Dataset entries:
>>>>>

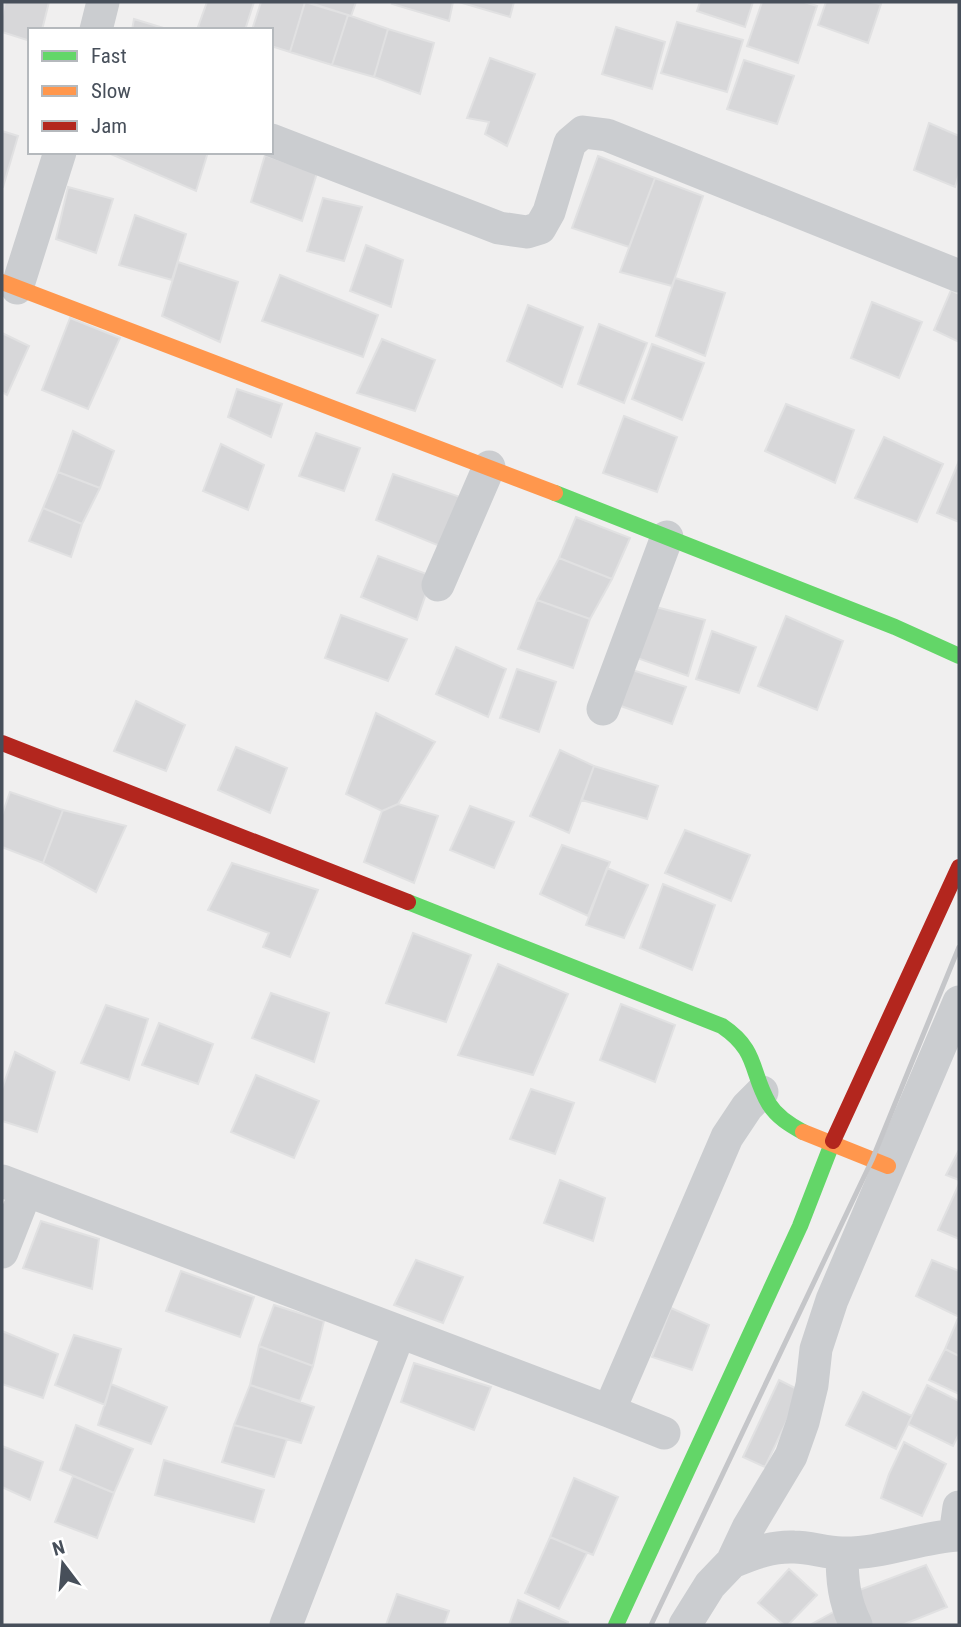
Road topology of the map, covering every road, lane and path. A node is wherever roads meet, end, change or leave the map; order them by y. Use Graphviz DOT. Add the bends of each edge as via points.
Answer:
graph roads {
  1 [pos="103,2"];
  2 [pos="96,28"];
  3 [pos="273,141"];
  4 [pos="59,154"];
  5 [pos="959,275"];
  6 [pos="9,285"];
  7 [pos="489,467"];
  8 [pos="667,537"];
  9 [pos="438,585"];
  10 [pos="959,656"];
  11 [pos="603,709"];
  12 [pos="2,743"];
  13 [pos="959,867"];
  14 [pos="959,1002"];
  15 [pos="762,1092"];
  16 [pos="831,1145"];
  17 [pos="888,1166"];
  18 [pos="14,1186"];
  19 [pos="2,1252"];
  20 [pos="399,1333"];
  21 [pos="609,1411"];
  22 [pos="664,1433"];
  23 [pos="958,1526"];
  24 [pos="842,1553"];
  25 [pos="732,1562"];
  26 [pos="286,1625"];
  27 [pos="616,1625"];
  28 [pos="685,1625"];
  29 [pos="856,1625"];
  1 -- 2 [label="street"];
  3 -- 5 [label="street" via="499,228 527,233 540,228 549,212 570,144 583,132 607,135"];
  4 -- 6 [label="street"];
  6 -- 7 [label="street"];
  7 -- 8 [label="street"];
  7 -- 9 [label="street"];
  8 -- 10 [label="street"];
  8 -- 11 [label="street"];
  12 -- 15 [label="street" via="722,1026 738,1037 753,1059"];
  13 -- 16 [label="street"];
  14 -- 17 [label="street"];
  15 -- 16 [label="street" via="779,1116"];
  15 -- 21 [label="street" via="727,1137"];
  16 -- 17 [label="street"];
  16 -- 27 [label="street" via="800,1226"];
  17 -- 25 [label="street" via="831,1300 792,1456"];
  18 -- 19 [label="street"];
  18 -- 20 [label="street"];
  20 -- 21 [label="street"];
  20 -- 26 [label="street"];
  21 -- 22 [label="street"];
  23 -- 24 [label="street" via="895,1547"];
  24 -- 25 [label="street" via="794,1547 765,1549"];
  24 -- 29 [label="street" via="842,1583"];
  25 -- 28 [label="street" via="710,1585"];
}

<<<<<
>>>>>

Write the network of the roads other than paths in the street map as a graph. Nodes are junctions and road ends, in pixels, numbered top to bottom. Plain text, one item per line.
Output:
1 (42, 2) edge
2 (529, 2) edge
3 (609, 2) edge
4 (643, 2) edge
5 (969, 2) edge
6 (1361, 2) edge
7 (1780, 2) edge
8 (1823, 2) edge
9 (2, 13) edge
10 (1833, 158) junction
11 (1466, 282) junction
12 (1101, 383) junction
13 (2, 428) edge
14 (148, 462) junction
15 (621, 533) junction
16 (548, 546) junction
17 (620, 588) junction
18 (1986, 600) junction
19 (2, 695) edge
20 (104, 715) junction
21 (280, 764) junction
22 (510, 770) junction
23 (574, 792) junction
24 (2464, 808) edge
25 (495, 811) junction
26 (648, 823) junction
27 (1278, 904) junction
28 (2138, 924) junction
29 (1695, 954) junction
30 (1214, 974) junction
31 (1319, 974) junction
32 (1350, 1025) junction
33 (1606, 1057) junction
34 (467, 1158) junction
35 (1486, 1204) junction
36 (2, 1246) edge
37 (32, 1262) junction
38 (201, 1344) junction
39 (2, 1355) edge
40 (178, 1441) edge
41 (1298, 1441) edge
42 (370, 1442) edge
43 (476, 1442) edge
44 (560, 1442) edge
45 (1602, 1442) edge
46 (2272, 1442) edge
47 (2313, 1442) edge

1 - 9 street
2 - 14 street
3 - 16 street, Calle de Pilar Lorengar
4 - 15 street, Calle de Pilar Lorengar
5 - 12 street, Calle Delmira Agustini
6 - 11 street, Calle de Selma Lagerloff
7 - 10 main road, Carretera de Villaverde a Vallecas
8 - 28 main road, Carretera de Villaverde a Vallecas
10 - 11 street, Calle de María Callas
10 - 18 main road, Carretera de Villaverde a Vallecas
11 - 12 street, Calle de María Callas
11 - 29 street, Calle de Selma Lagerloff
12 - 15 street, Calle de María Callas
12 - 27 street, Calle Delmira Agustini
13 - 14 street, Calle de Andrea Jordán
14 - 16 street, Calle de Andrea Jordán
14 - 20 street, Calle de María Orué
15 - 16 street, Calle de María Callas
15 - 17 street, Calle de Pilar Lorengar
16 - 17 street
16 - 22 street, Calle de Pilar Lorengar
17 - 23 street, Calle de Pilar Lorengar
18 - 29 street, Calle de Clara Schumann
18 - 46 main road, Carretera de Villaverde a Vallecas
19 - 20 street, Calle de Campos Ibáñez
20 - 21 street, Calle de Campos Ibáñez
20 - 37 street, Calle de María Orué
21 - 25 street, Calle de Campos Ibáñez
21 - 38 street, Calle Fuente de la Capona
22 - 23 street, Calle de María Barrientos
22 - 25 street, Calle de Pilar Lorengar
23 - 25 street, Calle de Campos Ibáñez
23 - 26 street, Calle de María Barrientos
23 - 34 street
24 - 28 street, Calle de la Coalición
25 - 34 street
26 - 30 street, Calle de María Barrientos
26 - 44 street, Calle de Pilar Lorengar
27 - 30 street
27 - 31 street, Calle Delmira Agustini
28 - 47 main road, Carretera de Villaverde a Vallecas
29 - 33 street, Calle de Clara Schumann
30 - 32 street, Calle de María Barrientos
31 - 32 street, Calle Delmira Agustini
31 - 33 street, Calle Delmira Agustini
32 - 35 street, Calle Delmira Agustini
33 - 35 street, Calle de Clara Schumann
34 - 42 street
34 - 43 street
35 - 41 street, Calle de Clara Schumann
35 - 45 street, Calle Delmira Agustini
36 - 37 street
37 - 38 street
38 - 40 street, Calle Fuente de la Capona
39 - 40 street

<<<<<
>>>>>

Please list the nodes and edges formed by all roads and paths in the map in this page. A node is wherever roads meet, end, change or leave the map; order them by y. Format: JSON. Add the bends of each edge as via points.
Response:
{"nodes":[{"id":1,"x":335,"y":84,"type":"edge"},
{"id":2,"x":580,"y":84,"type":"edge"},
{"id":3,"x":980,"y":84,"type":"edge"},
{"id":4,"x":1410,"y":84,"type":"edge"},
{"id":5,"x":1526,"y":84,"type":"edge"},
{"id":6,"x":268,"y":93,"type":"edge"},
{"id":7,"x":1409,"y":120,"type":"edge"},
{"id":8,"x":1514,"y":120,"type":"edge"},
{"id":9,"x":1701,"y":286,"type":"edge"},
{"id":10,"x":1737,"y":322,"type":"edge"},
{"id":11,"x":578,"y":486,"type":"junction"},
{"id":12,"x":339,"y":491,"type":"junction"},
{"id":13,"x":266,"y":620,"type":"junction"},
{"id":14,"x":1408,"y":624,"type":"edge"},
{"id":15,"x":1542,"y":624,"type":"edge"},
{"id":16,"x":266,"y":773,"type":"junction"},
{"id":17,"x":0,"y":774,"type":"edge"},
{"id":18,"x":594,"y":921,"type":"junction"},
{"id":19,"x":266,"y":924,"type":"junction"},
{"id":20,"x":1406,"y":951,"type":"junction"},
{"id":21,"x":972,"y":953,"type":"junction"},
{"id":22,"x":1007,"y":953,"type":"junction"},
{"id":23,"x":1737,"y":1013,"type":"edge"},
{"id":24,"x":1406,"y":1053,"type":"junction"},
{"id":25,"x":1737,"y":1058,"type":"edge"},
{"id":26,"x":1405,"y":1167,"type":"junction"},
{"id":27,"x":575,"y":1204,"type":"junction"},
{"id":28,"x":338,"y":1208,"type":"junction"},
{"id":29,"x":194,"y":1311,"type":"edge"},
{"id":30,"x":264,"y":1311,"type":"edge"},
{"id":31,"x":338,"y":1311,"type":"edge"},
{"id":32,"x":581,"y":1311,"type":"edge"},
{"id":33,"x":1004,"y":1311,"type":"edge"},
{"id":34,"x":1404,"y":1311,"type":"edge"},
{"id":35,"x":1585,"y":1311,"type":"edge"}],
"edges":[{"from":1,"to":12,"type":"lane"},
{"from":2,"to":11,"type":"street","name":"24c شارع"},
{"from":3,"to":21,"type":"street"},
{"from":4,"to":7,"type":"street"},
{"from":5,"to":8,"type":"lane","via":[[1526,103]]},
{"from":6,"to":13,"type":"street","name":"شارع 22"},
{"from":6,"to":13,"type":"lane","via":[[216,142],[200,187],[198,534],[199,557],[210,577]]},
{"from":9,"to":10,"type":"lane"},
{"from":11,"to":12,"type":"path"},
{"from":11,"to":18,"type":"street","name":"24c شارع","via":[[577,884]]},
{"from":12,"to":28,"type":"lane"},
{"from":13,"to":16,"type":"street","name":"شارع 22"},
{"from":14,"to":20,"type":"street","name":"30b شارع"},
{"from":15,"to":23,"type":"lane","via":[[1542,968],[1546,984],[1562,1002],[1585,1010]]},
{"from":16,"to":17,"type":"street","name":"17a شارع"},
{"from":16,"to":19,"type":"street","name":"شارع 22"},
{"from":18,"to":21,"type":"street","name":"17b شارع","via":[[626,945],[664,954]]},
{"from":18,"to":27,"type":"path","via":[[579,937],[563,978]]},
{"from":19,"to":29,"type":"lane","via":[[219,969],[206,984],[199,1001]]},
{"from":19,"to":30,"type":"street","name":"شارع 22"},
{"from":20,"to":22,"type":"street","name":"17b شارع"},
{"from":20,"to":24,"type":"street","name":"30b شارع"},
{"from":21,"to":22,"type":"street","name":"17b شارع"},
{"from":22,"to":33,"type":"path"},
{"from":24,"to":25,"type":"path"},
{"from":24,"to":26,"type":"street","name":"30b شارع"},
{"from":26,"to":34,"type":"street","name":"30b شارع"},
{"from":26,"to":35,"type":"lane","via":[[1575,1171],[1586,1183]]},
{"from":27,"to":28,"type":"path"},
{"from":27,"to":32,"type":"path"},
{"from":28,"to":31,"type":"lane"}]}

<<<<<

Among the lines of the data, which ones contain the word "paths"? Show them.

== Final answer ==
Write the network of the roads other than paths in the street map as a graph. Nodes are junctions and road ends, in pixels, numbered top to bottom. Plain text, one item per line.
Please list the nodes and edges formed by all roads and paths in the map in this page. A node is wherever roads meet, end, change or leave the map; order them by y. Format: JSON. Add the bends of each edge as via points.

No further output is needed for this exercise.